Each line shown below should be copied exactly.

| Saved data entries |
◆ ◆ ◆ ◆
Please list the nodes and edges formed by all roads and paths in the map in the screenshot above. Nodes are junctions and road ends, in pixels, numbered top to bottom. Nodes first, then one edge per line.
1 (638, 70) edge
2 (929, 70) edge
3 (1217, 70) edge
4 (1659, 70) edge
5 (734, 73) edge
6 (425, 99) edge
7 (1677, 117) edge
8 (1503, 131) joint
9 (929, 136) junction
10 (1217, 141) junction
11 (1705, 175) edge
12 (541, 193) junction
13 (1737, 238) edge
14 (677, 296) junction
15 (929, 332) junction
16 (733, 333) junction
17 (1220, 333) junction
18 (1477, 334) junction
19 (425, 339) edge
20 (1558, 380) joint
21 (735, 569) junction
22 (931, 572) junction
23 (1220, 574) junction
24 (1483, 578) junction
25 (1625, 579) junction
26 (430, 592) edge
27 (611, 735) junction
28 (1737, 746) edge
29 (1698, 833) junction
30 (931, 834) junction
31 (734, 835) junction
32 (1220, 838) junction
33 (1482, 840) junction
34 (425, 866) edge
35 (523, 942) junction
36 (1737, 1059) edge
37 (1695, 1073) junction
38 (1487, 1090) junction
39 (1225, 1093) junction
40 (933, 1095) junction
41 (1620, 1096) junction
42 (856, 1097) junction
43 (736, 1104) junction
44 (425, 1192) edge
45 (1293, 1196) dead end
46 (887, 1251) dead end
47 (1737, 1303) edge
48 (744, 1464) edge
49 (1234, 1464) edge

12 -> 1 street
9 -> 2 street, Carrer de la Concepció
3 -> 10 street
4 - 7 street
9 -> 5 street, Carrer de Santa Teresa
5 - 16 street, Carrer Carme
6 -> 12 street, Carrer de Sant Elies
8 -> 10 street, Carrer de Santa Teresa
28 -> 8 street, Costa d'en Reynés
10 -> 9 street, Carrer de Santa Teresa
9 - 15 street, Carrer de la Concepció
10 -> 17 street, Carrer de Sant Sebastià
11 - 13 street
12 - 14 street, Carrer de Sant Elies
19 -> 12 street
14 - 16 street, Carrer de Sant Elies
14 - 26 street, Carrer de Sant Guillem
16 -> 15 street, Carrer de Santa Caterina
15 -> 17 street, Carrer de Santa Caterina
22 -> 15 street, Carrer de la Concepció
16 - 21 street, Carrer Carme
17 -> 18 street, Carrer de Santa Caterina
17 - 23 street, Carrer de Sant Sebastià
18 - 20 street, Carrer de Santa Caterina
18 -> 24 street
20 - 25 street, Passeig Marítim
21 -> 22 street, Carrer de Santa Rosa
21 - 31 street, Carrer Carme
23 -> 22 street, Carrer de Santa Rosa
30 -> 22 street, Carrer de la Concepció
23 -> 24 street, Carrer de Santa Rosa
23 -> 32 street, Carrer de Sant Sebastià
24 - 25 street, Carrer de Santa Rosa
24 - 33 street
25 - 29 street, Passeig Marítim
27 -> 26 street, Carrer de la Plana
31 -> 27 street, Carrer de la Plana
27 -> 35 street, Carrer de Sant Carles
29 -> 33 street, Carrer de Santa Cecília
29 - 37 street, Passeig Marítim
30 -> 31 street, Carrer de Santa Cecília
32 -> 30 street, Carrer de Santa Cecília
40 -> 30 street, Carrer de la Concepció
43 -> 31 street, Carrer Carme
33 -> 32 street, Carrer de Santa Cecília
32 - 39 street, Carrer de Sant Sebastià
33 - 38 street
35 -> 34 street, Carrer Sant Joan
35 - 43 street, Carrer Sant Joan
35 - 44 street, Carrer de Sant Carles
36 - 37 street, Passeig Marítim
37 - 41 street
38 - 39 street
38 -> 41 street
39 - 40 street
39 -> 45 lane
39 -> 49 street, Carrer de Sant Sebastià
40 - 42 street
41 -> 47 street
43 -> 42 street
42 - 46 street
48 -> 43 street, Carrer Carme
◆ ◆ ◆ ◆
| EXPECTED ANSWER |
Please list the nodes and edges formed by all roads and paths in the map in the screenshot above. Nodes are junctions and road ends, in pixels, numbered top to bottom. Nodes first, then one edge per line.
1 (638, 70) edge
2 (929, 70) edge
3 (1217, 70) edge
4 (1659, 70) edge
5 (734, 73) edge
6 (425, 99) edge
7 (1677, 117) edge
8 (1503, 131) joint
9 (929, 136) junction
10 (1217, 141) junction
11 (1705, 175) edge
12 (541, 193) junction
13 (1737, 238) edge
14 (677, 296) junction
15 (929, 332) junction
16 (733, 333) junction
17 (1220, 333) junction
18 (1477, 334) junction
19 (425, 339) edge
20 (1558, 380) joint
21 (735, 569) junction
22 (931, 572) junction
23 (1220, 574) junction
24 (1483, 578) junction
25 (1625, 579) junction
26 (430, 592) edge
27 (611, 735) junction
28 (1737, 746) edge
29 (1698, 833) junction
30 (931, 834) junction
31 (734, 835) junction
32 (1220, 838) junction
33 (1482, 840) junction
34 (425, 866) edge
35 (523, 942) junction
36 (1737, 1059) edge
37 (1695, 1073) junction
38 (1487, 1090) junction
39 (1225, 1093) junction
40 (933, 1095) junction
41 (1620, 1096) junction
42 (856, 1097) junction
43 (736, 1104) junction
44 (425, 1192) edge
45 (1293, 1196) dead end
46 (887, 1251) dead end
47 (1737, 1303) edge
48 (744, 1464) edge
49 (1234, 1464) edge

12 -> 1 street
9 -> 2 street, Carrer de la Concepció
3 -> 10 street
4 - 7 street
9 -> 5 street, Carrer de Santa Teresa
5 - 16 street, Carrer Carme
6 -> 12 street, Carrer de Sant Elies
8 -> 10 street, Carrer de Santa Teresa
28 -> 8 street, Costa d'en Reynés
10 -> 9 street, Carrer de Santa Teresa
9 - 15 street, Carrer de la Concepció
10 -> 17 street, Carrer de Sant Sebastià
11 - 13 street
12 - 14 street, Carrer de Sant Elies
19 -> 12 street
14 - 16 street, Carrer de Sant Elies
14 - 26 street, Carrer de Sant Guillem
16 -> 15 street, Carrer de Santa Caterina
15 -> 17 street, Carrer de Santa Caterina
22 -> 15 street, Carrer de la Concepció
16 - 21 street, Carrer Carme
17 -> 18 street, Carrer de Santa Caterina
17 - 23 street, Carrer de Sant Sebastià
18 - 20 street, Carrer de Santa Caterina
18 -> 24 street
20 - 25 street, Passeig Marítim
21 -> 22 street, Carrer de Santa Rosa
21 - 31 street, Carrer Carme
23 -> 22 street, Carrer de Santa Rosa
30 -> 22 street, Carrer de la Concepció
23 -> 24 street, Carrer de Santa Rosa
23 -> 32 street, Carrer de Sant Sebastià
24 - 25 street, Carrer de Santa Rosa
24 - 33 street
25 - 29 street, Passeig Marítim
27 -> 26 street, Carrer de la Plana
31 -> 27 street, Carrer de la Plana
27 -> 35 street, Carrer de Sant Carles
29 -> 33 street, Carrer de Santa Cecília
29 - 37 street, Passeig Marítim
30 -> 31 street, Carrer de Santa Cecília
32 -> 30 street, Carrer de Santa Cecília
40 -> 30 street, Carrer de la Concepció
43 -> 31 street, Carrer Carme
33 -> 32 street, Carrer de Santa Cecília
32 - 39 street, Carrer de Sant Sebastià
33 - 38 street
35 -> 34 street, Carrer Sant Joan
35 - 43 street, Carrer Sant Joan
35 - 44 street, Carrer de Sant Carles
36 - 37 street, Passeig Marítim
37 - 41 street
38 - 39 street
38 -> 41 street
39 - 40 street
39 -> 45 lane
39 -> 49 street, Carrer de Sant Sebastià
40 - 42 street
41 -> 47 street
43 -> 42 street
42 - 46 street
48 -> 43 street, Carrer Carme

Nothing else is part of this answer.